Task to carry out: Write out every line below with no difference at all.

Source records START

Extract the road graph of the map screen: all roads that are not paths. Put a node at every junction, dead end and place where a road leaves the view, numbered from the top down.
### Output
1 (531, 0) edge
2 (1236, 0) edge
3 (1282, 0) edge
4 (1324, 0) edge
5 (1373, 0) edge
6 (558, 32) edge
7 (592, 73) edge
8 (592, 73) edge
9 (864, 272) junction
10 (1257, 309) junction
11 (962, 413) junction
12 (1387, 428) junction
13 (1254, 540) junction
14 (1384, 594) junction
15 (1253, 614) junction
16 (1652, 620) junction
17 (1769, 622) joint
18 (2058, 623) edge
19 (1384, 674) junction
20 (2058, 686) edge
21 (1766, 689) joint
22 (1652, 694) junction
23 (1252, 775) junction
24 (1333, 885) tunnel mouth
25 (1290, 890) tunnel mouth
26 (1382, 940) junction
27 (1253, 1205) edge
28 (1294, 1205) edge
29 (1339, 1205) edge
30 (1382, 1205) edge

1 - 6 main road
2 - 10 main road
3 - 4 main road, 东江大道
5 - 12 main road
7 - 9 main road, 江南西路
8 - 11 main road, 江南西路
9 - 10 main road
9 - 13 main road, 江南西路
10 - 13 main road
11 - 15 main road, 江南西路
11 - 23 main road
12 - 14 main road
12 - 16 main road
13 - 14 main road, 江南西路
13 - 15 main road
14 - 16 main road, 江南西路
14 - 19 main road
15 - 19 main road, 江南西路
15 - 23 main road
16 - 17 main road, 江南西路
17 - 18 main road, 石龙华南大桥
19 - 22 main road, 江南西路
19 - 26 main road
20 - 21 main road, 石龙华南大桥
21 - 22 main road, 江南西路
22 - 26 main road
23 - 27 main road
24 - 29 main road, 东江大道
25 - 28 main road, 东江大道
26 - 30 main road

Source records END

Written response:
Extract the road graph of the map screen: all roads that are not paths. Put a node at every junction, dead end and place where a road leaves the view, numbered from the top down.
### Output
1 (531, 0) edge
2 (1236, 0) edge
3 (1282, 0) edge
4 (1324, 0) edge
5 (1373, 0) edge
6 (558, 32) edge
7 (592, 73) edge
8 (592, 73) edge
9 (864, 272) junction
10 (1257, 309) junction
11 (962, 413) junction
12 (1387, 428) junction
13 (1254, 540) junction
14 (1384, 594) junction
15 (1253, 614) junction
16 (1652, 620) junction
17 (1769, 622) joint
18 (2058, 623) edge
19 (1384, 674) junction
20 (2058, 686) edge
21 (1766, 689) joint
22 (1652, 694) junction
23 (1252, 775) junction
24 (1333, 885) tunnel mouth
25 (1290, 890) tunnel mouth
26 (1382, 940) junction
27 (1253, 1205) edge
28 (1294, 1205) edge
29 (1339, 1205) edge
30 (1382, 1205) edge

1 - 6 main road
2 - 10 main road
3 - 4 main road, 东江大道
5 - 12 main road
7 - 9 main road, 江南西路
8 - 11 main road, 江南西路
9 - 10 main road
9 - 13 main road, 江南西路
10 - 13 main road
11 - 15 main road, 江南西路
11 - 23 main road
12 - 14 main road
12 - 16 main road
13 - 14 main road, 江南西路
13 - 15 main road
14 - 16 main road, 江南西路
14 - 19 main road
15 - 19 main road, 江南西路
15 - 23 main road
16 - 17 main road, 江南西路
17 - 18 main road, 石龙华南大桥
19 - 22 main road, 江南西路
19 - 26 main road
20 - 21 main road, 石龙华南大桥
21 - 22 main road, 江南西路
22 - 26 main road
23 - 27 main road
24 - 29 main road, 东江大道
25 - 28 main road, 东江大道
26 - 30 main road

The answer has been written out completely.